Guatemala es un país con una gran riqueza cultural y natural, rehén eterno de la negligencia de élites depredadoras que han mantenido privilegios históricos a costa de la vida de la ciudadanía, y de funcionarios permisivos que por acomodamiento o prebendas han dejado que lleguemos a extremos de degradación insuperable, mientras la elite política comparsa de las depredadoras ofrecen cambios que se aplican solamente a ellos, cambiando de estatus en cuanto llegan al poder, y se aferran al mismo cual garrapatas que no encuentran del otro lado de la calle opción alguna de hacerse de poder sin trabajar, en el buen sentido de la palabra trabajo.
De acuerdo con información publicada en PL, en publicación del 27 de febrero se contabilizaba un promedio de 7 muertos diarios en accidentes de tránsito, lo que significa que 7 familias sufren diariamente la pérdida de un ser querido sin que nadie haga nada para evitarlo porque los diputados se han acomodado y negociado.

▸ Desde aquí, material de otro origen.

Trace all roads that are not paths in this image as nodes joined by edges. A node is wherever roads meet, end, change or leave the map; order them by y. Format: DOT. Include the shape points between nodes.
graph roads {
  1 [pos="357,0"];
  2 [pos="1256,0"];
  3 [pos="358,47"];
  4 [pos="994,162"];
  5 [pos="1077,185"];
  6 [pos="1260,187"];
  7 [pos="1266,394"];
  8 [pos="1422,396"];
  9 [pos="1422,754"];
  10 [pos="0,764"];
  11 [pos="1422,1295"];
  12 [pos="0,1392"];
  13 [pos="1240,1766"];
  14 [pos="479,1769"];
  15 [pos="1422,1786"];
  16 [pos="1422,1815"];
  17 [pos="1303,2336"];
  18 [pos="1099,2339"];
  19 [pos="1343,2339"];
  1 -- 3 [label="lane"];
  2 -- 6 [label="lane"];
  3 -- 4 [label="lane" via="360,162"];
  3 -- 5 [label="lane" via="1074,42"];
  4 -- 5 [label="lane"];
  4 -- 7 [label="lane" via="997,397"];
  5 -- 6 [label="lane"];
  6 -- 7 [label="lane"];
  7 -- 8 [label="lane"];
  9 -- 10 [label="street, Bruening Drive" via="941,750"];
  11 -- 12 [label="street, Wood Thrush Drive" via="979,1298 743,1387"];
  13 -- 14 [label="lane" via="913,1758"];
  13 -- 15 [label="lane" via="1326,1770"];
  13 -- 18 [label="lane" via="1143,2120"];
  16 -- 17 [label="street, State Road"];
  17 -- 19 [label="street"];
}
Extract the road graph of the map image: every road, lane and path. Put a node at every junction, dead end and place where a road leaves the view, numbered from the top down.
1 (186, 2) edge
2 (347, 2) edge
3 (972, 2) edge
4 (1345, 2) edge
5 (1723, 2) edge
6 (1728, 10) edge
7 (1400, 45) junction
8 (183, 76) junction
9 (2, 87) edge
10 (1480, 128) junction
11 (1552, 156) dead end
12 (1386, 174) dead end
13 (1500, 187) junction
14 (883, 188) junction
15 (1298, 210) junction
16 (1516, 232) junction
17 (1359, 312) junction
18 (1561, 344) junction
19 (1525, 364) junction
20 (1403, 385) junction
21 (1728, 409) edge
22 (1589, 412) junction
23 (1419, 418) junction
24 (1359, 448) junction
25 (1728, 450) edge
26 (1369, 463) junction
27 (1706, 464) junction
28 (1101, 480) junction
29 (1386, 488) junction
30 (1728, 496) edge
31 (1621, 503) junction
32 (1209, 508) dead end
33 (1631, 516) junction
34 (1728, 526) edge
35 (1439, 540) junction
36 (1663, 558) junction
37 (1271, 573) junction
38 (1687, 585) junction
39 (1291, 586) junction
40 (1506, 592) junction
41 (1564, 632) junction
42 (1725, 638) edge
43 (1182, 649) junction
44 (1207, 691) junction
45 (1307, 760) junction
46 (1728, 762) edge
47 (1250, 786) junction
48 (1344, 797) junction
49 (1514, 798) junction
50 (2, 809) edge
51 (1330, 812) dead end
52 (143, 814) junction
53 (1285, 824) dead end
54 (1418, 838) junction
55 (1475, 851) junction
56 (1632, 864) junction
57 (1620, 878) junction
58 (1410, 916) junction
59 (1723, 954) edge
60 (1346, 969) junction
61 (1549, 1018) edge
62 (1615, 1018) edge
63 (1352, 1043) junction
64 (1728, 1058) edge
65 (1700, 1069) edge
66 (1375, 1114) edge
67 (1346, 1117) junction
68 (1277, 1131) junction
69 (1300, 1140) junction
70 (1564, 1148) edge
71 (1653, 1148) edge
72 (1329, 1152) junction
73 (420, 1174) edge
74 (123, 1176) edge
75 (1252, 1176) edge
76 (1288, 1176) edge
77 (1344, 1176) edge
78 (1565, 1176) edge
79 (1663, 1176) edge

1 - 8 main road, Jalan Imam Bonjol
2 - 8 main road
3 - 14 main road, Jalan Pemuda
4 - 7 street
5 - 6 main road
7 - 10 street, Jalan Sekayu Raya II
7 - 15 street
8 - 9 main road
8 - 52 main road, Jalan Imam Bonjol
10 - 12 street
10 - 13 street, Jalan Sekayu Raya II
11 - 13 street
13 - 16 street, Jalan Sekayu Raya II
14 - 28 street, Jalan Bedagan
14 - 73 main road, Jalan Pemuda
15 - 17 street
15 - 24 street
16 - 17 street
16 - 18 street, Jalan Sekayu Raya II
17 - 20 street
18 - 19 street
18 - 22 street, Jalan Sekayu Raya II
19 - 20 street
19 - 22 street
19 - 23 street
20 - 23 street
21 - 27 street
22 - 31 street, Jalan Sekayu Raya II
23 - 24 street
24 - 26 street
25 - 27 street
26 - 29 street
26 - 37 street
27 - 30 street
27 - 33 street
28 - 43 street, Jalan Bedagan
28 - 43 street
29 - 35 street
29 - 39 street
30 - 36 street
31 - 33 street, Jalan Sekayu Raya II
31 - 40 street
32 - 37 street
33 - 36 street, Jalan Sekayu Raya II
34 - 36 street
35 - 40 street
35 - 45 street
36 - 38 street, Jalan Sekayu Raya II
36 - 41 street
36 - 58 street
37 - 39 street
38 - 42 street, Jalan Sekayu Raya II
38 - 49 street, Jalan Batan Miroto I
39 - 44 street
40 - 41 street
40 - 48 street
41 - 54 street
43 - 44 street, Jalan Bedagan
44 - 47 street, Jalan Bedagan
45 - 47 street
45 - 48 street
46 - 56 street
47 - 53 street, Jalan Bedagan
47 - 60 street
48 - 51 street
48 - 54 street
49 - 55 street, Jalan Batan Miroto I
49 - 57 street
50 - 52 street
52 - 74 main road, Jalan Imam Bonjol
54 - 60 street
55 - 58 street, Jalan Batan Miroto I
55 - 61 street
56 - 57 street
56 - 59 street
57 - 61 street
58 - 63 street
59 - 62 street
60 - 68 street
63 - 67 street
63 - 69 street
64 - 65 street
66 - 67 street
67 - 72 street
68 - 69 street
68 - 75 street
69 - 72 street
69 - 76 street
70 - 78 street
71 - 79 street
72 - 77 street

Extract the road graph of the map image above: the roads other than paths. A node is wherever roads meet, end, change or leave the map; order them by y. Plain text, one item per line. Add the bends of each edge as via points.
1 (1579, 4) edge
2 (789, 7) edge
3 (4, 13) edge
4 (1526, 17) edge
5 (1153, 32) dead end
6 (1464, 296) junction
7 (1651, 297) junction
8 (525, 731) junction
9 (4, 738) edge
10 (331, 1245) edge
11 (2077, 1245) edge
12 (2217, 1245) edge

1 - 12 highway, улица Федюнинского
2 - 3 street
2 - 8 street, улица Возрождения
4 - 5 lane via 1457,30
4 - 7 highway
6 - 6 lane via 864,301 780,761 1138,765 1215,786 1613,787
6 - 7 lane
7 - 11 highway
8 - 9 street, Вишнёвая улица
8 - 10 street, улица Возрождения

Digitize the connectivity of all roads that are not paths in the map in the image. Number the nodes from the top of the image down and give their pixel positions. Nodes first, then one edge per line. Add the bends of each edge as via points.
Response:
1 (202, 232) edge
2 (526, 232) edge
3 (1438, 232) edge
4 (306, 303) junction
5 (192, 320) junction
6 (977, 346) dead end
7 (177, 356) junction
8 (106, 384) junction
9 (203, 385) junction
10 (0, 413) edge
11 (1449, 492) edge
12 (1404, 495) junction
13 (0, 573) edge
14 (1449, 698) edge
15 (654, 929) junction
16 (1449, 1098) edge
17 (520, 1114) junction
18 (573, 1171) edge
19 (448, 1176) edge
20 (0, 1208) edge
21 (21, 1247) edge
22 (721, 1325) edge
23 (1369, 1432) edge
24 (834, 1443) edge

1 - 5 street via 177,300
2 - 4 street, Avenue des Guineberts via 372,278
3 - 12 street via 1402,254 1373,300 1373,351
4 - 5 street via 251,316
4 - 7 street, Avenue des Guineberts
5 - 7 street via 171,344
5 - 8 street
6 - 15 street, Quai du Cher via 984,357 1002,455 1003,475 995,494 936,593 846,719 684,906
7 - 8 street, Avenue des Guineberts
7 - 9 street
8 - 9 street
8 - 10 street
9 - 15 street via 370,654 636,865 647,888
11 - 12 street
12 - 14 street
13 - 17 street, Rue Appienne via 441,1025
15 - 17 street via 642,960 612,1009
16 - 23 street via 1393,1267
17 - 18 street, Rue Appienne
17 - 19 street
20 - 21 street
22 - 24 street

De acuerdo con estudios realizados por CIDH los principales retos para la seguridad vial de la sociedad entre otros en el país, son: Una infraestructura deficiente, la corrupción y el incremento del parque vehicular, retos demasiado antiguos, y que se mantienen debido principalmente al alto grado de corrupción de los principales agentes relacionados al tráfico, de ahí que ningún gobierno, entiéndase este como legislativo y ejecutivo han tenido como objetivo entrar de lleno a llevar a cabo una transformación profunda del sistema de transporte en el país, como población nos encontramos cansados de las famosas “mesas de diálogo” que terminan en protección a los transportistas, mientras el ciudadano común se encuentra en total estado de indefensión, porque los grandes problemas se resuelven bajo la mesa, y así seguimos.
Las autoridades electas para servir a la sociedad se han servido de ella, negociando con representantes de los transportistas la entrada en vigencia del Sistema Limitador de Velocidad, que debió entrar en vigor el 2 de marzo, y previo pacto no lo hizo aun, ¿Resultado? La población pone los muertos, hay que aclarar que ningún seguro compensa la desaparición de un ser querido, menos como producto de la falta de cumplimiento de uno de los deberes del Estado como lo es el tan olvidado, pero bien común, que ha pasado a ser trapo de cocina debido a que con excepción de las normas tributarias, todas las demás se aplican parcialmente, ya que siempre hay quien procura eludir o quebrantar la norma promulgada con la aceptación tácita de quien la creó o la sancionó.
Cada cuatro años tenemos que aguantar a los personajes más variopintos que nos ofrecen el oro y el moro, eso sin debate alguno porque nos consideran menos que seres invisibles que actúan cual manada, prueba de ello es la forma en que el subconsciente traicionó a una candidata a presidente que dijo literalmente «la ignorancia es la riqueza cultural de nuestro pueblo», siendo para la mayor parte de la clase política en el país una verdad, que no se discute porque así se nos ve, como ignorantes que votan también como ignorantes.
Si nos vieran de otra forma, como seres humanos, no como instrumentos de poder, cada gobierno de los últimos treinta años, hubieran dejado alguna mejora, pero baste leer las estadísticas sobre violaciones, desnutrición, desempleo, pobreza extrema para comprender por qué siempre se negocia lo que no debería ser negociable como lo es la vida, la integridad, la libertad, y la dignidad de quienes contribuyen para sacar adelante a este país, entre los que nos encontramos desde la señora que vende tortillas hasta el dueño de una empresa que invierte en el país, todos merecemos se respete nuestra vida, sin embargo no es así, somos monedas de cambio, que podemos morir en cualquier instante por la irresponsabilidad de quienes se han lucrado durante años de muchas formas por medio de servicios ineficientes sin responsabilidad alguna.
Mientras se filtra la información que: “El camión de volteo accidentado en la Autopista Palín – Escuintla circulaba a 125 kilómetros por hora”. ¿Habría sucedido el “accidente” si hubiera estado vigente el Sistema Limitador de Velocidad? Lo más seguro es que no, y tampoco hubieran fallecido Marco Lorenzo Esturban Colindres, Faustino Ochoa Munguía, Rosa Elvira Gómez García, estarían con sus familias, y Henry Williams Dávila Apén se encontraría con sus niñas y su familia, pero no es así.
Y no es así porque un Estado inoperante acostumbrado a crear normas, para negociarlas después con los obligados, nuevamente ha fallado.